The first mention of the monastery is in the "Geographical" of Meletios Metropolitan of Athens (1690). In 1805 it was visited by the English traveler Leake.
For the origin of the name "Loukou" it has been assumed that:
- the monastery was dedicated to Ag. lucia,
- it received its name from the cult of Hera ("Juno Lucina"),
- due to the existence of wolves the place was named Lykos,
- it is about the Monastery of Saint Luke,
- that it is related to the Lucus Feroniae (game forest) in which the mansion of Herod Atticus etc.
At the monument, work has been carried out to re-tile the roof of the catholicon, fixing work to the two-story tower of the Monastery and maintenance work to the cells.
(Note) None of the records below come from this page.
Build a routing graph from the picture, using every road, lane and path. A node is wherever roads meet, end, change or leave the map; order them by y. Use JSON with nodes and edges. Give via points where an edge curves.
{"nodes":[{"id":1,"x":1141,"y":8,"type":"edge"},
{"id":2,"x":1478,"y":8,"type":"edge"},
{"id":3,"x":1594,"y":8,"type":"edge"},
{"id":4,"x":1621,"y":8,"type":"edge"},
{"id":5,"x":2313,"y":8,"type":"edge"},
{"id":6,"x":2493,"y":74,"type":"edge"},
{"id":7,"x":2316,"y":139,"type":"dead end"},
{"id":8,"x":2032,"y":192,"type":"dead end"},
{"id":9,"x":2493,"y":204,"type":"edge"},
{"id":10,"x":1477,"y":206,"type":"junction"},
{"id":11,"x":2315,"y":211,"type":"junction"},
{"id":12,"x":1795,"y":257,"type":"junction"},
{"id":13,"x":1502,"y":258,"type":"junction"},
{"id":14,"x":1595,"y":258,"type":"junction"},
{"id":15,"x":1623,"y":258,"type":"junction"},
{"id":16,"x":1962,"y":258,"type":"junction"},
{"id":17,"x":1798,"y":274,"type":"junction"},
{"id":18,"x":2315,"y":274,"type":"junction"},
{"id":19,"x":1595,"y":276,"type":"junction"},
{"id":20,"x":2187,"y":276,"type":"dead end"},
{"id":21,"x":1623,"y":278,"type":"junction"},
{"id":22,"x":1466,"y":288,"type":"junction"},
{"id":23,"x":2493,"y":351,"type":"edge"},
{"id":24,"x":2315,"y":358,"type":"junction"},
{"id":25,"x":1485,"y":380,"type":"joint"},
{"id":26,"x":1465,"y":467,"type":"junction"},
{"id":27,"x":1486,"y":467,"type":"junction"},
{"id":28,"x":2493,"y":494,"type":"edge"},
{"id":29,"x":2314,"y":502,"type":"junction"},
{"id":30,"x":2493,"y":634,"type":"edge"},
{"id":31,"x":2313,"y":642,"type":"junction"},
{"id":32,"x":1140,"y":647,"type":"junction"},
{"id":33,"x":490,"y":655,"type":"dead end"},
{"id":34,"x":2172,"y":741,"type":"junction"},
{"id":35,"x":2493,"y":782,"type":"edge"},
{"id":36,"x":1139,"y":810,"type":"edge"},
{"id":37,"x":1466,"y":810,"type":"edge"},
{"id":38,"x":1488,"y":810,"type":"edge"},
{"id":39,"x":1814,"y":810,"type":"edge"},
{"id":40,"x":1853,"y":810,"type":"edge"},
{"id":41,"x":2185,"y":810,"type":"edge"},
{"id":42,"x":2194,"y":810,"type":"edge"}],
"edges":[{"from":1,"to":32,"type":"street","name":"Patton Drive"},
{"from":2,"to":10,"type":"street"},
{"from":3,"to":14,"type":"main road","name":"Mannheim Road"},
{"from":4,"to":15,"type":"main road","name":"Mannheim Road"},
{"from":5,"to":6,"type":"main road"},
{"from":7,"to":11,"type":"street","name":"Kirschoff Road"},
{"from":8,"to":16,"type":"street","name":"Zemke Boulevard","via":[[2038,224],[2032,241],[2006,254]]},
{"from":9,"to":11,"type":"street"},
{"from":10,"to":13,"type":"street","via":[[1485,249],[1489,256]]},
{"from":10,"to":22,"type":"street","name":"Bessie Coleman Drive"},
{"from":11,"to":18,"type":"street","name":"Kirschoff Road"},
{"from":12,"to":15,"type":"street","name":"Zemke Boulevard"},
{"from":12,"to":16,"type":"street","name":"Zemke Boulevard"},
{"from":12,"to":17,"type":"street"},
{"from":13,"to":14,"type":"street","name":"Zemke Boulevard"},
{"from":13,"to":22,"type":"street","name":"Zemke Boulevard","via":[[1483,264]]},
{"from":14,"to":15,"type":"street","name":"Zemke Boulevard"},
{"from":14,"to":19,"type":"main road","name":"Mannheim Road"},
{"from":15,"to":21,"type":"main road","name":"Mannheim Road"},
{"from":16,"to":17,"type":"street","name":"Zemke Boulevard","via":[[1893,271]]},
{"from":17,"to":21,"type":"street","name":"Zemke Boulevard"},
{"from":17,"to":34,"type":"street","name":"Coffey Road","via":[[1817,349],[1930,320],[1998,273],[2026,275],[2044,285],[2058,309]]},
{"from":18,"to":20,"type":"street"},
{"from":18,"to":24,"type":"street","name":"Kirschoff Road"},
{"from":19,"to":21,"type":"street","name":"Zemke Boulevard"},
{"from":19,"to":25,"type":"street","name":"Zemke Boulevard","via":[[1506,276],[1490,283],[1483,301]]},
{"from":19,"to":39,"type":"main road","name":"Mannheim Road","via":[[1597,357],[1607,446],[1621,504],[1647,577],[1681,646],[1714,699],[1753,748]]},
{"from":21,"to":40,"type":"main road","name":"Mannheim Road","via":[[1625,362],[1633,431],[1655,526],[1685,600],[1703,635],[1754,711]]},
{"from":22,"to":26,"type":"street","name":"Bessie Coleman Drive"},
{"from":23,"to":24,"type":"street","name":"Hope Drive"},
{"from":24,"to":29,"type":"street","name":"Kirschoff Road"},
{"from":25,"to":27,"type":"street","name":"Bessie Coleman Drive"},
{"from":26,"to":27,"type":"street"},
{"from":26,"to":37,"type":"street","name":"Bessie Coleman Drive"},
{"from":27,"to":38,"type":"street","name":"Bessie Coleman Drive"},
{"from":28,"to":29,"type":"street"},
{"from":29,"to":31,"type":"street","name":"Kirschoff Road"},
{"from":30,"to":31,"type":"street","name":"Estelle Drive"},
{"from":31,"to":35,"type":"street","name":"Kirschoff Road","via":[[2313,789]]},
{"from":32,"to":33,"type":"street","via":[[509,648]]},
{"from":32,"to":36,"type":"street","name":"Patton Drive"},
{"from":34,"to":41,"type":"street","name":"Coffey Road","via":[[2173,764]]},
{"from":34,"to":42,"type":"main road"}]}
In the 1980s, systematic maintenance work was carried out on the painting decoration of the church. In 1994 and at the beginning of 1995, the mosaic floor of the catholicon was preserved. Today it functions as a nunnery.
The catholicon of Loukous monastery, near Astros, is the church of the Transfiguration of the Savior and its reconstruction dates back to the 11th century. It is a particularly elegant building with an impressive octagonal dome. The church's hagiographies are reminiscent of archaic Kouros, while the built-in sculptural parts from post-Roman buildings are impressive.